Fig. 3 represents the injection profile for a further fuel injection system (known from the prior art) with two control valves, such as DE 37 22 265 Al, for example. According to curves a and b the main control valve is energized during the entire injection, and thus closed, whereas, in order to terminate the pre-injection, the supplementary control valve is briefly energized and thus opened, as is clear from curves c and d. In order to carry out the main injection, the supplementary control valve is disconnected from the current, and thus closes again. This method is carried out over the entire engine speed range in an approximately identical manner, and leads to very high pressures p (illustrated in curve e) at the injection nozzle and thus to very high pre-injection and main injection quantities.

Fig. 4 shows an injection profile for the injection pump 1 described above, during idling and in the lower engine speed range, which profile is basically analogous to the profile illustrated in Fig. 3. However, by reducing the passage crosssection through the supplementary control valve 13 it is possible to avoid excessive pressure relief of the high pressure space, as a result of which, in accordance with curve e, the pressure p at the injection nozzle is lower than in accordance with curve e from Fig. 3.

Fig. 5 illustrates the injection profile for the injection pump 1 which is described above, in the upper engine speed range up to the rated engine speed. Here, the main control valve 9 is closed for a pre-injection. In order to terminate the preinjection, the main control valve 9 is, as illustrated in curve a, disconnected from the current I, and thus opened, and energized for the main injection, and thus closed.

During the pre-injection, the supplementary control valve 13 is opened in this case.

As a result of the energization of the main control valve 10 in order to terminate the pre-injection and the energization of the supplementary control valve 13 and its opening during the pre-injection, the drive period of the main control valve 9 can be extended, whereas, as a result of the opening of the supplementary control valve 13, the pressure rise in the high pressure space can be reduced, as illustrated in curve e, since a proportion of the fuel can flow back into the secondary line 1 lib.

Claims (4)

Claims 1. A fuel injection system for internal combustion engines including an injection pump, having a pre-injection device and a main injection device, 1. 1 a fuel feed line being separated in the injection pump into a main line and a secondary line, 1.2 a main control valve being located in the main line and a supplementary control valve being located in the secondary line, 1.3 a high pressure being generated periodically in the main line in the closed state of the main control valve in order to open an injection nozzle and to inject fuel, 1.4 the main control valve being closed in the lower engine speed range of the internal combustion engine in order to perform pre-injection and in order to perform main injection, and 1.5 the supplementary control valve being opened in the lower engine speed range in order to reduce pressure in the main line and in order to terminate the pre-injection, 1.6 the main control valve being closed in the upper engine speed range in order to generate high pressure for the pre-injection, wherein 1.7 the supplementary control valve is opened in the upper engine speed range during the pre-injection in order to partially feed back the fuel, 1.8 the main control valve is opened in the upper engine speed range in order to reduce pressure and in order to terminate the pre-injection, and

1.9 the main control valve is closed in the upper engine speed range in order to generate high pressure for the main injection

2. A fuel injection system according to Claim 1, wherein the high pressure is generated in the main line of the injection pump by means of a pump plunger.

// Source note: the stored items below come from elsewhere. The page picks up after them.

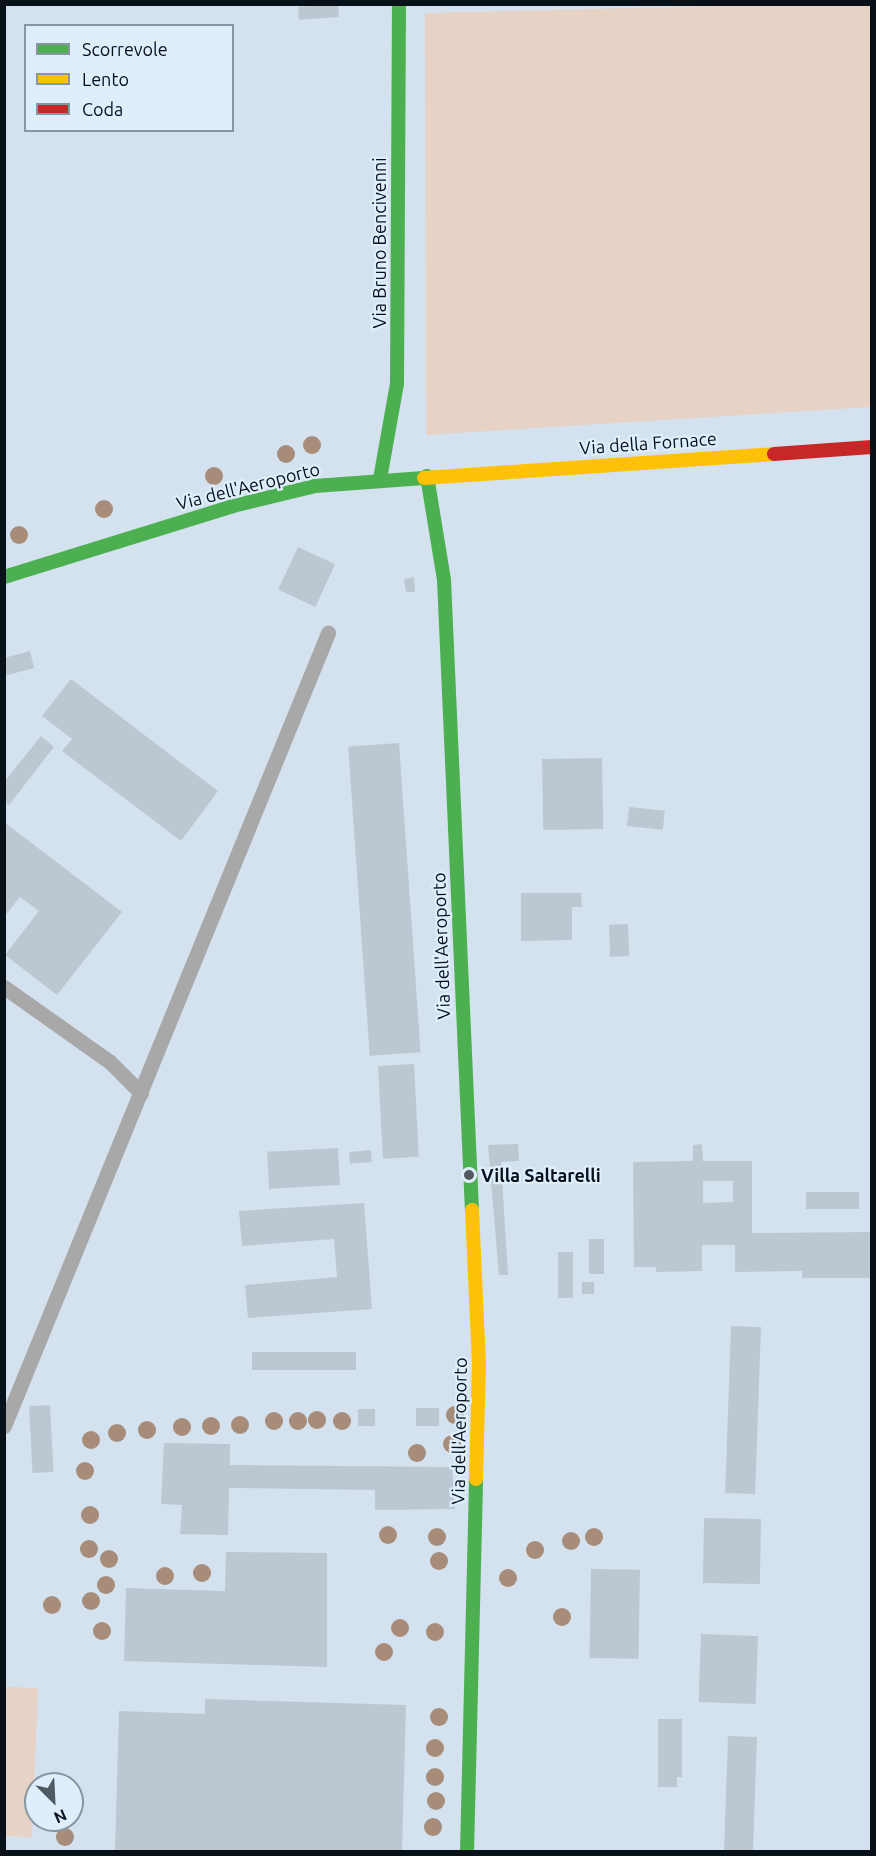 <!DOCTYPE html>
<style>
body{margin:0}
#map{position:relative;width:876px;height:1856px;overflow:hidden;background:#d3e2ee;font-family:Ubuntu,sans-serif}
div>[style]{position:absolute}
.green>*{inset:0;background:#e7d2c6}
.building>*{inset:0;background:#bcc8d1;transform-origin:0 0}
.lane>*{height:15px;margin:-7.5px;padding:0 7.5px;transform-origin:7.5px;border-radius:7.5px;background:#a8a8a9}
.fast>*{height:14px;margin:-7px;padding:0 7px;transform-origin:7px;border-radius:7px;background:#4caf50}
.slow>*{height:14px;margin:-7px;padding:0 7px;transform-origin:7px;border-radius:7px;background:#ffc107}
.jam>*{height:14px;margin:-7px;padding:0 7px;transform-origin:7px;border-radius:7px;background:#c62828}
.trees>*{width:18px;height:18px;margin:-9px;border-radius:50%;background:#a68c79}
.dots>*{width:16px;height:16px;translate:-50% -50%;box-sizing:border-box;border:3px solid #deeefc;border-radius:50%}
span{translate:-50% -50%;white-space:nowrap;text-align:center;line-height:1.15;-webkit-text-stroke:4.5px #deeefc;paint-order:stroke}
.street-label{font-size:18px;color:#081118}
.poi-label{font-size:18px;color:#081118;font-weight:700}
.left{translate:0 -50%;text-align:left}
.frame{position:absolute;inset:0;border:6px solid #081118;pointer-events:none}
.legend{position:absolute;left:24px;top:24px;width:210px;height:108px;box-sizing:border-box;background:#deeefc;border:2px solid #8896a1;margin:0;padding:8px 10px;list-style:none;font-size:18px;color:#081118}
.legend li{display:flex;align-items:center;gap:12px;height:30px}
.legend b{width:30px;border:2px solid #8896a1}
.north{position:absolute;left:24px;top:1772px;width:60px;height:60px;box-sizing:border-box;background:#deeefc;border:2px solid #8896a1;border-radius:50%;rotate:156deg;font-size:16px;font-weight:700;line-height:24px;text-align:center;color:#081118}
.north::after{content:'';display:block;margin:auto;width:21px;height:27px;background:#4f5a63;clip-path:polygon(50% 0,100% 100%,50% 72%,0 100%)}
</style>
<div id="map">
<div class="green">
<i style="clip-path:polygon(790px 4px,871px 5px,871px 407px,426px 435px,425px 13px)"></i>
<i style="clip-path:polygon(5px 1687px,38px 1688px,32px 1837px,5px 1836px)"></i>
</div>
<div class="building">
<i style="left:338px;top:4px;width:13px;height:40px;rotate:86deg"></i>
<i style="left:298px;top:547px;width:41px;height:47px;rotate:25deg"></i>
<i style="clip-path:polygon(414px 577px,415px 592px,406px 592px,404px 579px)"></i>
<i style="clip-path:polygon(30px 651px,34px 668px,4px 676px,4px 658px)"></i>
<i style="clip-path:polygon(71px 679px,218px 791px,181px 841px,62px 751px,72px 739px,42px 716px)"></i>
<i style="clip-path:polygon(41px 736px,54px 747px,9px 805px,4px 802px,4px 782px)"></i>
<i style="left:399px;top:743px;width:310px;height:51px;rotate:86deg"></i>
<i style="left:602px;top:758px;width:71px;height:60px;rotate:89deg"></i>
<i style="left:629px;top:807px;width:36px;height:19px;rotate:6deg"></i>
<i style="clip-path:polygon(4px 822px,122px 912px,57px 995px,5px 955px,39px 911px,20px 897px,4px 917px)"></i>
<i style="clip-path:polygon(521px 893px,581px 893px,582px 907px,572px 907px,572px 940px,521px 941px)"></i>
<i style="left:628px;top:924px;width:32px;height:19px;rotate:88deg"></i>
<i style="left:414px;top:1064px;width:93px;height:36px;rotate:87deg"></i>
<i style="clip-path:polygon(518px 1144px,519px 1161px,501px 1162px,508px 1275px,499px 1275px,488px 1145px)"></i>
<i style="clip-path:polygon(evenodd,702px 1144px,703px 1161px,752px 1161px,752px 1233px,872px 1232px,872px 1278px,802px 1278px,802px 1271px,735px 1272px,735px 1245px,702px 1245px,702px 1271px,656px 1272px,656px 1267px,634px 1267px,633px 1162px,693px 1161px,693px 1145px,702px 1144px,703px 1181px,733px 1181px,733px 1202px,703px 1203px,703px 1181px)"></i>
<i style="left:338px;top:1148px;width:37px;height:71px;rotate:87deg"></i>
<i style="left:371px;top:1150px;width:12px;height:22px;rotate:85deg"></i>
<i style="left:806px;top:1192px;width:53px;height:17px"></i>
<i style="clip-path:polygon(364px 1203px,372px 1309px,248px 1318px,245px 1285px,337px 1277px,334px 1239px,242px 1246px,239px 1211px)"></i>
<i style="left:589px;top:1239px;width:15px;height:35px"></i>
<i style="left:558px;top:1252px;width:15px;height:46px"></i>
<i style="left:582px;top:1282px;width:12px;height:12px"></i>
<i style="left:731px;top:1326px;width:30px;height:167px;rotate:2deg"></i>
<i style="left:356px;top:1352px;width:18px;height:104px;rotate:90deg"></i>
<i style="left:50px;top:1405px;width:67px;height:21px;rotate:87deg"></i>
<i style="left:416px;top:1408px;width:23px;height:18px"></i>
<i style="left:358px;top:1409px;width:17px;height:17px"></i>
<i style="clip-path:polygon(164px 1443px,230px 1444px,230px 1465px,452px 1467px,455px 1509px,375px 1510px,375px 1490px,229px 1488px,228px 1535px,180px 1534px,182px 1505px,161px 1504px)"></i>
<i style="left:704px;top:1518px;width:57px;height:65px;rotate:1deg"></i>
<i style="clip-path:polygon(226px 1552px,327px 1553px,327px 1667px,124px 1661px,126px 1588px,225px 1591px)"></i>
<i style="left:591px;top:1569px;width:49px;height:89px;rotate:1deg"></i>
<i style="left:701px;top:1634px;width:57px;height:68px;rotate:2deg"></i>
<i style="clip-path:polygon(205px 1699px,406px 1705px,402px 1852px,115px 1852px,119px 1711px,205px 1714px)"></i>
<i style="clip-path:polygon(658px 1719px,682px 1719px,682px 1777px,677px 1777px,677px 1787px,658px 1787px)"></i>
<i style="left:728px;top:1736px;width:29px;height:116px;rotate:2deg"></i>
</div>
<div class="lane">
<i style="left:4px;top:987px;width:130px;rotate:35.3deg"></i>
<i style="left:110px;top:1062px;width:44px;rotate:45deg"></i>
<i style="left:4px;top:1426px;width:857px;rotate:-67.78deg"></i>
</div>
<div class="fast">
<i style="left:427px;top:476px;width:105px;rotate:80.7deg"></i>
<i style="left:444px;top:580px;width:631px;rotate:87.46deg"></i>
<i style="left:380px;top:479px;width:97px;rotate:-79.9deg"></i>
<i style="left:397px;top:384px;width:380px;rotate:-89.7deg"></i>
<i style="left:4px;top:577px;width:240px;rotate:-17.2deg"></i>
<i style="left:233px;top:506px;width:84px;rotate:-13.7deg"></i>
<i style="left:315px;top:486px;width:109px;rotate:-4.2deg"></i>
<i style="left:467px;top:1852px;width:373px;rotate:-88.6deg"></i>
</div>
<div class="slow">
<i style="left:424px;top:478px;width:351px;rotate:-3.9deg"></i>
<i style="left:472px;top:1210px;width:154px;rotate:87.4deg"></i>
<i style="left:479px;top:1364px;width:115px;rotate:91.5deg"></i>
</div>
<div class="jam">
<i style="left:774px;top:454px;width:98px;rotate:-4.1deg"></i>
</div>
<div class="trees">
<i style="left:312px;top:445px"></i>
<i style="left:286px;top:454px"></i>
<i style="left:214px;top:476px"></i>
<i style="left:104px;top:509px"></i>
<i style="left:19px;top:535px"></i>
<i style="left:455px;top:1415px"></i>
<i style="left:317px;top:1420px"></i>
<i style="left:274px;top:1421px"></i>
<i style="left:298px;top:1421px"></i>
<i style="left:342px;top:1421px"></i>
<i style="left:240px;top:1425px"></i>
<i style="left:211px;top:1426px"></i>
<i style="left:182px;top:1427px"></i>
<i style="left:147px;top:1430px"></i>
<i style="left:117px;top:1433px"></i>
<i style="left:91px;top:1440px"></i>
<i style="left:452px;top:1444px"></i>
<i style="left:417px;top:1453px"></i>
<i style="left:85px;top:1471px"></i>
<i style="left:90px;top:1515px"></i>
<i style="left:388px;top:1535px"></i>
<i style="left:437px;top:1537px"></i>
<i style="left:594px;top:1537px"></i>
<i style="left:571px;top:1541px"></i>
<i style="left:89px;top:1549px"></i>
<i style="left:535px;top:1550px"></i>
<i style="left:109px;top:1559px"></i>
<i style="left:439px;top:1561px"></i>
<i style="left:202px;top:1573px"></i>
<i style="left:165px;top:1576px"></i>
<i style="left:508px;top:1578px"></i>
<i style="left:106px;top:1585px"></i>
<i style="left:91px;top:1601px"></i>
<i style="left:52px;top:1605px"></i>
<i style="left:562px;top:1617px"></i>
<i style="left:400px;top:1628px"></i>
<i style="left:102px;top:1631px"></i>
<i style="left:435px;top:1632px"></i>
<i style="left:384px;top:1652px"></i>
<i style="left:439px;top:1717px"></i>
<i style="left:435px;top:1748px"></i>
<i style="left:435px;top:1777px"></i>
<i style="left:436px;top:1801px"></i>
<i style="left:433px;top:1827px"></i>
<i style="left:65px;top:1837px"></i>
</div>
<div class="dots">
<i style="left:469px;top:1175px;background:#4f5a63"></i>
</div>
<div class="street-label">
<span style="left:379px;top:243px;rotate:-90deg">Via Bruno Bencivenni</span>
<span style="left:648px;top:443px;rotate:-4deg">Via della Fornace</span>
<span style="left:248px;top:486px;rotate:-14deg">Via dell'Aeroporto</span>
<span style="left:441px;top:946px;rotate:-92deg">Via dell'Aeroporto</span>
<span style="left:459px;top:1431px;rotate:-89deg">Via dell'Aeroporto</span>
</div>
<div class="poi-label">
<span class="left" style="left:481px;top:1175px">Villa Saltarelli</span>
</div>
<div class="frame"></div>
<ul class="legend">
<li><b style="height:8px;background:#4caf50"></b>Scorrevole</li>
<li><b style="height:8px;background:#ffc107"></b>Lento</li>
<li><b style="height:8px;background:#c62828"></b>Coda</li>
</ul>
<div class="north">N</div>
</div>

3. A fuel injection system according to Claim 1 or 2, wherein the closing and the opening of the main control valve and of the supplementary control valve are respectively controlled by energizing switching magnets of the control valves.

4. A fuel injection system for internal combustion engines including an injection pump, having a pre-injection device and a main injection device, substantially as described herein with reference to and as illustrated in the accompanying drawings.